On February 9, 2010, the same New York appellate court, addressed a similar case, Morabito v. MacArthur, 70 A.D.3d, 894 N.Y.S.2d 110 (2010) (this time involving a high school player who was injured during a varsity interscholastic soccer game when he collided with a player from the opposing team. The injured player filed a lawsuit against the player who he claimed caused his injury. The court determined that the Plaintiff assumed the risks of contact with another soccer player during the course of playing the game. The defendant player prevailed.

On February 12, 2010, The Court of Appeals of Indiana in Pfenning v. Lineman, __ N.E.2d __, 2010 WL 502750 (Ind.App.2010), addressed a case involving a sixteen year old girl who was struck in the mouth by a golf ball while voluntarily riding in a golf cart which contained beverages for sale at a golf scramble event. Plaintiff’s grandfather was driving the cart and, with her mother’s permission, she was allowed to ride along in the cart that had no roof or windshield, but contained a large cooler in the back. Plaintiff was not given any instruction as to how to drive the cart, she did not understand golf etiquette and had only been on a golf course one other time. Plaintiff’s grandfather decided to play in the tournament, and so Plaintiff drove the cart while another person dispensed beverages. About 3 hours into the tournament, Defendant hit a golf ball from the 16th hole’s tee, which traveled approximately 60 to 70 yards, hitting Plaintiff in the mouth, causing injury to her jaw, mouth and teeth. Defendant did not warn that the ball was coming in her direction. The court concluded that Plaintiff was a participant in the golf scramble and that the other participants did not owe her a duty to prevent injury from the inherent risk of playing golf; that Plaintiff consented to the inherent risks of golf and that the conduct of the golfer who hit the ball was not reckless. The lodge, sponsor and grandfather were also found not to be negligent under various theories.

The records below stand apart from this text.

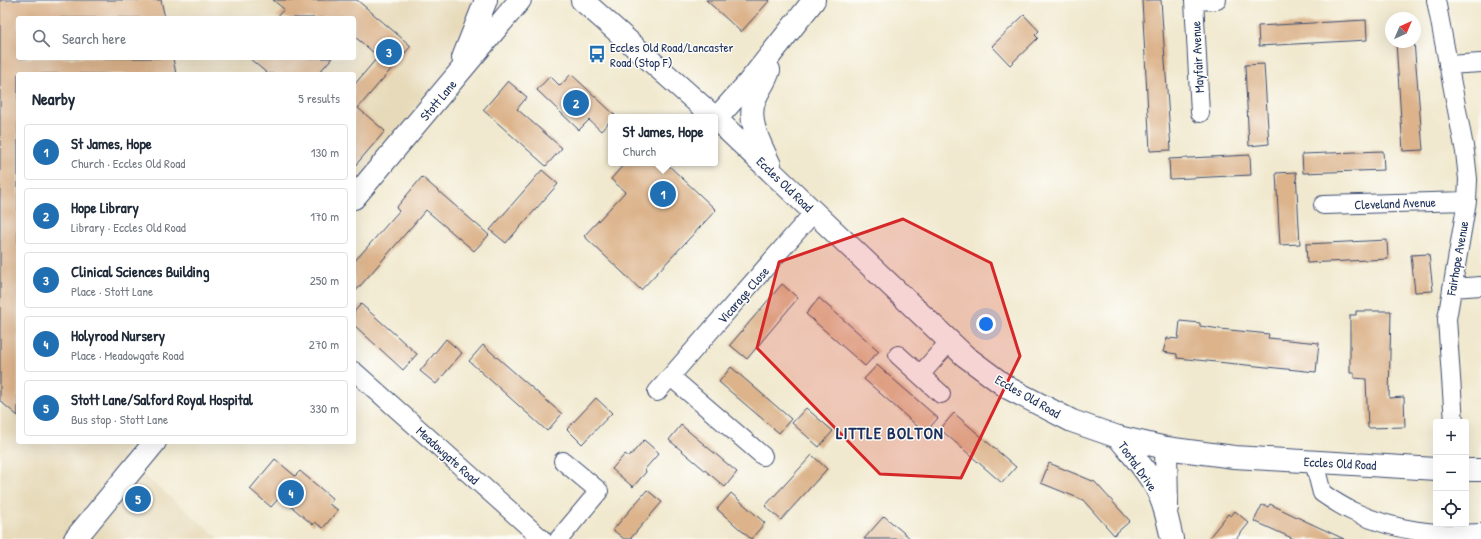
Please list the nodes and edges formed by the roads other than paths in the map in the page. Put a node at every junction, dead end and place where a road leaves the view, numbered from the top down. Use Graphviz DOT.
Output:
graph roads {
  1 [pos="486,0"];
  2 [pos="520,0"];
  3 [pos="582,0"];
  4 [pos="814,0"];
  5 [pos="1217,0"];
  6 [pos="1436,0"];
  7 [pos="1194,1"];
  8 [pos="776,48"];
  9 [pos="1481,63"];
  10 [pos="1448,65"];
  11 [pos="454,79"];
  12 [pos="1200,113"];
  13 [pos="710,114"];
  14 [pos="718,115"];
  15 [pos="718,121"];
  16 [pos="774,173"];
  17 [pos="356,196"];
  18 [pos="1467,201"];
  19 [pos="1323,205"];
  20 [pos="814,212"];
  21 [pos="1481,286"];
  22 [pos="1452,288"];
  23 [pos="950,341"];
  24 [pos="898,355"];
  25 [pos="356,373"];
  26 [pos="920,375"];
  27 [pos="671,377"];
  28 [pos="657,392"];
  29 [pos="941,394"];
  30 [pos="1454,419"];
  31 [pos="1118,437"];
  32 [pos="153,444"];
  33 [pos="1166,448"];
  34 [pos="763,456"];
  35 [pos="564,460"];
  36 [pos="1314,462"];
  37 [pos="1433,469"];
  38 [pos="1469,470"];
  39 [pos="1481,470"];
  40 [pos="1167,517"];
  41 [pos="1481,534"];
  42 [pos="75,539"];
  43 [pos="542,539"];
  44 [pos="559,539"];
  45 [pos="1172,539"];
  1 -- 11 [label="main road"];
  2 -- 11 [label="main road, Stott Lane"];
  3 -- 13 [label="main road, Eccles Old Road"];
  4 -- 8 [label="main road"];
  5 -- 7 [label="street, Mayfair Avenue"];
  6 -- 10 [label="street, Fairhope Avenue"];
  7 -- 12 [label="street, Mayfair Avenue"];
  8 -- 14 [label="main road"];
  8 -- 16 [label="main road"];
  9 -- 10 [label="street"];
  10 -- 18 [label="street, Fairhope Avenue"];
  11 -- 17 [label="main road, Stott Lane"];
  15 -- 16 [label="main road, Eccles Old Road"];
  16 -- 20 [label="main road, Eccles Old Road"];
  18 -- 19 [label="street, Cleveland Avenue"];
  18 -- 22 [label="street, Fairhope Avenue"];
  20 -- 23 [label="main road, Eccles Old Road"];
  20 -- 27 [label="street, Vicarage Close"];
  21 -- 22 [label="street"];
  22 -- 30 [label="street, Fairhope Avenue"];
  23 -- 26 [label="street"];
  23 -- 31 [label="main road, Eccles Old Road"];
  24 -- 26 [label="street"];
  25 -- 43 [label="street, Meadowgate Road"];
  26 -- 29 [label="street"];
  27 -- 28 [label="street, Vicarage Close"];
  27 -- 34 [label="street"];
  31 -- 33 [label="main road, Eccles Old Road"];
  31 -- 40 [label="main road, Tootal Drive"];
  32 -- 42 [label="main road"];
  33 -- 36 [label="main road, Eccles Old Road"];
  33 -- 40 [label="main road, Tootal Drive"];
  35 -- 44 [label="street"];
  36 -- 37 [label="main road, Eccles Old Road"];
  36 -- 41 [label="street"];
  38 -- 39 [label="main road"];
  40 -- 45 [label="main road, Tootal Drive"];
}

Each of the above cases did not proceed to trial, but were resolved in favor of the defendants when their attorneys filed motions for summary judgment with the lower courts. Upon reviewing the legal argument presented, the lower courts ruled in favor of the defendants, granting their motions for summary judgment. The cases were then appealed and the appellate courts agreed that the Plaintiffs assumed the risk.

The defendants were successful in these cases and they can be used as precedent in future, similar cases in New York and Indiana (and for persuasive purposes in other jurisdictions). Despite the successes by these defendants, it is prudent to continue your organizations’ careful attention to safety and risk management practices. Lawsuits and appeals are expensive and will drive your insurance premiums up and impact your organizations’ bottom line.